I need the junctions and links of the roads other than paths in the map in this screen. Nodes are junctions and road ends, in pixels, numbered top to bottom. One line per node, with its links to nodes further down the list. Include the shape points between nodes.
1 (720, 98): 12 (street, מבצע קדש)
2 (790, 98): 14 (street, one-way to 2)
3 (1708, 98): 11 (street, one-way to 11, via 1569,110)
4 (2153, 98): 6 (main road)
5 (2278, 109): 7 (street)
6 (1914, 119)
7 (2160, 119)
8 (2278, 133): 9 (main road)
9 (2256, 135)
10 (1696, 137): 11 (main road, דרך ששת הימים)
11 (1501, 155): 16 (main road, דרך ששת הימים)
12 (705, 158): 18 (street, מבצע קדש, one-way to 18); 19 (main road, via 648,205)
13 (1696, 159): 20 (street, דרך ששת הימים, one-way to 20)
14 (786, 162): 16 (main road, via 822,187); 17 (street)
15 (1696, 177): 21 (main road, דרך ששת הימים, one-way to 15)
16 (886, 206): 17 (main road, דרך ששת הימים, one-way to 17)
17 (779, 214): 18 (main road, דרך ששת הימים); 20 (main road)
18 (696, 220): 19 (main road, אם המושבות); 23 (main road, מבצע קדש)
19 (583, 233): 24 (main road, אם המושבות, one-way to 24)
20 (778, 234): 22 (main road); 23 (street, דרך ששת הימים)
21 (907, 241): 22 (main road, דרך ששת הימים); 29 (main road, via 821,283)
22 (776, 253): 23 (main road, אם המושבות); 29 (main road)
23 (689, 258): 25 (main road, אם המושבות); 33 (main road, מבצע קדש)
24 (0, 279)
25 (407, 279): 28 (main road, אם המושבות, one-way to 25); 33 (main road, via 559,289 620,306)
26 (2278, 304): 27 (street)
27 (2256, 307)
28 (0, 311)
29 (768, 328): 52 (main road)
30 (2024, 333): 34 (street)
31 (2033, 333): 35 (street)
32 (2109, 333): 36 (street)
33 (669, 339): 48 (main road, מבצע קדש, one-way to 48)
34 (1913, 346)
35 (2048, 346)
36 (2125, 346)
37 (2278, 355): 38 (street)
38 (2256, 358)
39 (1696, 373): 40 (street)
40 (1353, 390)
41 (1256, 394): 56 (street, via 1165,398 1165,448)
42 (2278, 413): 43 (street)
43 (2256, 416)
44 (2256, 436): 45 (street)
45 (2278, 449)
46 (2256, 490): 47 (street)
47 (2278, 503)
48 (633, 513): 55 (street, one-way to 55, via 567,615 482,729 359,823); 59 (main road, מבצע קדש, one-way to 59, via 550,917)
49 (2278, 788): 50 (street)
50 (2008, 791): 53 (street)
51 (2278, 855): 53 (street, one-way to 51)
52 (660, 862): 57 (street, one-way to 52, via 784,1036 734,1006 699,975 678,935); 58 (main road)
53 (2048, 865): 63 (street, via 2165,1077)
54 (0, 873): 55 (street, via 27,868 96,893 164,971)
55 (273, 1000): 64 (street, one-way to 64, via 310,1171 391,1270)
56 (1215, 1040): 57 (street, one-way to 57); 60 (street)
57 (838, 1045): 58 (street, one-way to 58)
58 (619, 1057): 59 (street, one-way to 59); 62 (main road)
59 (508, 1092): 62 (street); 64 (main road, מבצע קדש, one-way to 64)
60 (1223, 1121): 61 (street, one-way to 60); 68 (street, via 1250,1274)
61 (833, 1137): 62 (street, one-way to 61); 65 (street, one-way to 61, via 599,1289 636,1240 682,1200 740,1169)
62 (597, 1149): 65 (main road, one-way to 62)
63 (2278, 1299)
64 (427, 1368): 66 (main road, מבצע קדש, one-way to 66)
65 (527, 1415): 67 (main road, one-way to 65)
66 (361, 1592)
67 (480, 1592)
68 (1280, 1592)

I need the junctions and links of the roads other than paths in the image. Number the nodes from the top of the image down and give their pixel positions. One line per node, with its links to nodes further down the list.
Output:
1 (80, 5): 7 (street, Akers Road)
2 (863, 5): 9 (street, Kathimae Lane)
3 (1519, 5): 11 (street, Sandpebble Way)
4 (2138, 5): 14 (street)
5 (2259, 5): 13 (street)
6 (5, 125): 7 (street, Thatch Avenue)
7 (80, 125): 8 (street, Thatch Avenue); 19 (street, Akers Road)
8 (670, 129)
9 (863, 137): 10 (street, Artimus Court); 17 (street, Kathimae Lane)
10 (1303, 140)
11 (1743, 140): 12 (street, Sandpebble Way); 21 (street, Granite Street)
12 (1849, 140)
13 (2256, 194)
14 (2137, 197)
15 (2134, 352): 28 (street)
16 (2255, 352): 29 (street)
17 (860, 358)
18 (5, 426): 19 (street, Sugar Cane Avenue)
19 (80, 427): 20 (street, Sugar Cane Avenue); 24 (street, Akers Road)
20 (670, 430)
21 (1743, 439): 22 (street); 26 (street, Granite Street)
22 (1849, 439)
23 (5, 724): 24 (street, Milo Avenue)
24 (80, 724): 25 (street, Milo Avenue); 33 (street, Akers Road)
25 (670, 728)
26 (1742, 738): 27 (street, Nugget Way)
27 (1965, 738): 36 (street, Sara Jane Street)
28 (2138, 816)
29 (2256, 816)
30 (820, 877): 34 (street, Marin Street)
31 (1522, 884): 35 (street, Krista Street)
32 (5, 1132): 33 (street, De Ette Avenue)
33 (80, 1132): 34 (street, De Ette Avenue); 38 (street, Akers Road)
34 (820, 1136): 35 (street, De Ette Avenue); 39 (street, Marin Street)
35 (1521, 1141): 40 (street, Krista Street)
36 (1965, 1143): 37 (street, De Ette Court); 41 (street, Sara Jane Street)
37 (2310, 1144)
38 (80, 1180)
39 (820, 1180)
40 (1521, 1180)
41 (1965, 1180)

+ + +

REQUIRED ACTION:
Set down each line of the material above without a single alteration.

PROBLEM SOLUTION:
I need the junctions and links of the roads other than paths in the map in this screen. Nodes are junctions and road ends, in pixels, numbered top to bottom. One line per node, with its links to nodes further down the list. Include the shape points between nodes.
1 (720, 98): 12 (street, מבצע קדש)
2 (790, 98): 14 (street, one-way to 2)
3 (1708, 98): 11 (street, one-way to 11, via 1569,110)
4 (2153, 98): 6 (main road)
5 (2278, 109): 7 (street)
6 (1914, 119)
7 (2160, 119)
8 (2278, 133): 9 (main road)
9 (2256, 135)
10 (1696, 137): 11 (main road, דרך ששת הימים)
11 (1501, 155): 16 (main road, דרך ששת הימים)
12 (705, 158): 18 (street, מבצע קדש, one-way to 18); 19 (main road, via 648,205)
13 (1696, 159): 20 (street, דרך ששת הימים, one-way to 20)
14 (786, 162): 16 (main road, via 822,187); 17 (street)
15 (1696, 177): 21 (main road, דרך ששת הימים, one-way to 15)
16 (886, 206): 17 (main road, דרך ששת הימים, one-way to 17)
17 (779, 214): 18 (main road, דרך ששת הימים); 20 (main road)
18 (696, 220): 19 (main road, אם המושבות); 23 (main road, מבצע קדש)
19 (583, 233): 24 (main road, אם המושבות, one-way to 24)
20 (778, 234): 22 (main road); 23 (street, דרך ששת הימים)
21 (907, 241): 22 (main road, דרך ששת הימים); 29 (main road, via 821,283)
22 (776, 253): 23 (main road, אם המושבות); 29 (main road)
23 (689, 258): 25 (main road, אם המושבות); 33 (main road, מבצע קדש)
24 (0, 279)
25 (407, 279): 28 (main road, אם המושבות, one-way to 25); 33 (main road, via 559,289 620,306)
26 (2278, 304): 27 (street)
27 (2256, 307)
28 (0, 311)
29 (768, 328): 52 (main road)
30 (2024, 333): 34 (street)
31 (2033, 333): 35 (street)
32 (2109, 333): 36 (street)
33 (669, 339): 48 (main road, מבצע קדש, one-way to 48)
34 (1913, 346)
35 (2048, 346)
36 (2125, 346)
37 (2278, 355): 38 (street)
38 (2256, 358)
39 (1696, 373): 40 (street)
40 (1353, 390)
41 (1256, 394): 56 (street, via 1165,398 1165,448)
42 (2278, 413): 43 (street)
43 (2256, 416)
44 (2256, 436): 45 (street)
45 (2278, 449)
46 (2256, 490): 47 (street)
47 (2278, 503)
48 (633, 513): 55 (street, one-way to 55, via 567,615 482,729 359,823); 59 (main road, מבצע קדש, one-way to 59, via 550,917)
49 (2278, 788): 50 (street)
50 (2008, 791): 53 (street)
51 (2278, 855): 53 (street, one-way to 51)
52 (660, 862): 57 (street, one-way to 52, via 784,1036 734,1006 699,975 678,935); 58 (main road)
53 (2048, 865): 63 (street, via 2165,1077)
54 (0, 873): 55 (street, via 27,868 96,893 164,971)
55 (273, 1000): 64 (street, one-way to 64, via 310,1171 391,1270)
56 (1215, 1040): 57 (street, one-way to 57); 60 (street)
57 (838, 1045): 58 (street, one-way to 58)
58 (619, 1057): 59 (street, one-way to 59); 62 (main road)
59 (508, 1092): 62 (street); 64 (main road, מבצע קדש, one-way to 64)
60 (1223, 1121): 61 (street, one-way to 60); 68 (street, via 1250,1274)
61 (833, 1137): 62 (street, one-way to 61); 65 (street, one-way to 61, via 599,1289 636,1240 682,1200 740,1169)
62 (597, 1149): 65 (main road, one-way to 62)
63 (2278, 1299)
64 (427, 1368): 66 (main road, מבצע קדש, one-way to 66)
65 (527, 1415): 67 (main road, one-way to 65)
66 (361, 1592)
67 (480, 1592)
68 (1280, 1592)

I need the junctions and links of the roads other than paths in the image. Number the nodes from the top of the image down and give their pixel positions. One line per node, with its links to nodes further down the list.
Output:
1 (80, 5): 7 (street, Akers Road)
2 (863, 5): 9 (street, Kathimae Lane)
3 (1519, 5): 11 (street, Sandpebble Way)
4 (2138, 5): 14 (street)
5 (2259, 5): 13 (street)
6 (5, 125): 7 (street, Thatch Avenue)
7 (80, 125): 8 (street, Thatch Avenue); 19 (street, Akers Road)
8 (670, 129)
9 (863, 137): 10 (street, Artimus Court); 17 (street, Kathimae Lane)
10 (1303, 140)
11 (1743, 140): 12 (street, Sandpebble Way); 21 (street, Granite Street)
12 (1849, 140)
13 (2256, 194)
14 (2137, 197)
15 (2134, 352): 28 (street)
16 (2255, 352): 29 (street)
17 (860, 358)
18 (5, 426): 19 (street, Sugar Cane Avenue)
19 (80, 427): 20 (street, Sugar Cane Avenue); 24 (street, Akers Road)
20 (670, 430)
21 (1743, 439): 22 (street); 26 (street, Granite Street)
22 (1849, 439)
23 (5, 724): 24 (street, Milo Avenue)
24 (80, 724): 25 (street, Milo Avenue); 33 (street, Akers Road)
25 (670, 728)
26 (1742, 738): 27 (street, Nugget Way)
27 (1965, 738): 36 (street, Sara Jane Street)
28 (2138, 816)
29 (2256, 816)
30 (820, 877): 34 (street, Marin Street)
31 (1522, 884): 35 (street, Krista Street)
32 (5, 1132): 33 (street, De Ette Avenue)
33 (80, 1132): 34 (street, De Ette Avenue); 38 (street, Akers Road)
34 (820, 1136): 35 (street, De Ette Avenue); 39 (street, Marin Street)
35 (1521, 1141): 40 (street, Krista Street)
36 (1965, 1143): 37 (street, De Ette Court); 41 (street, Sara Jane Street)
37 (2310, 1144)
38 (80, 1180)
39 (820, 1180)
40 (1521, 1180)
41 (1965, 1180)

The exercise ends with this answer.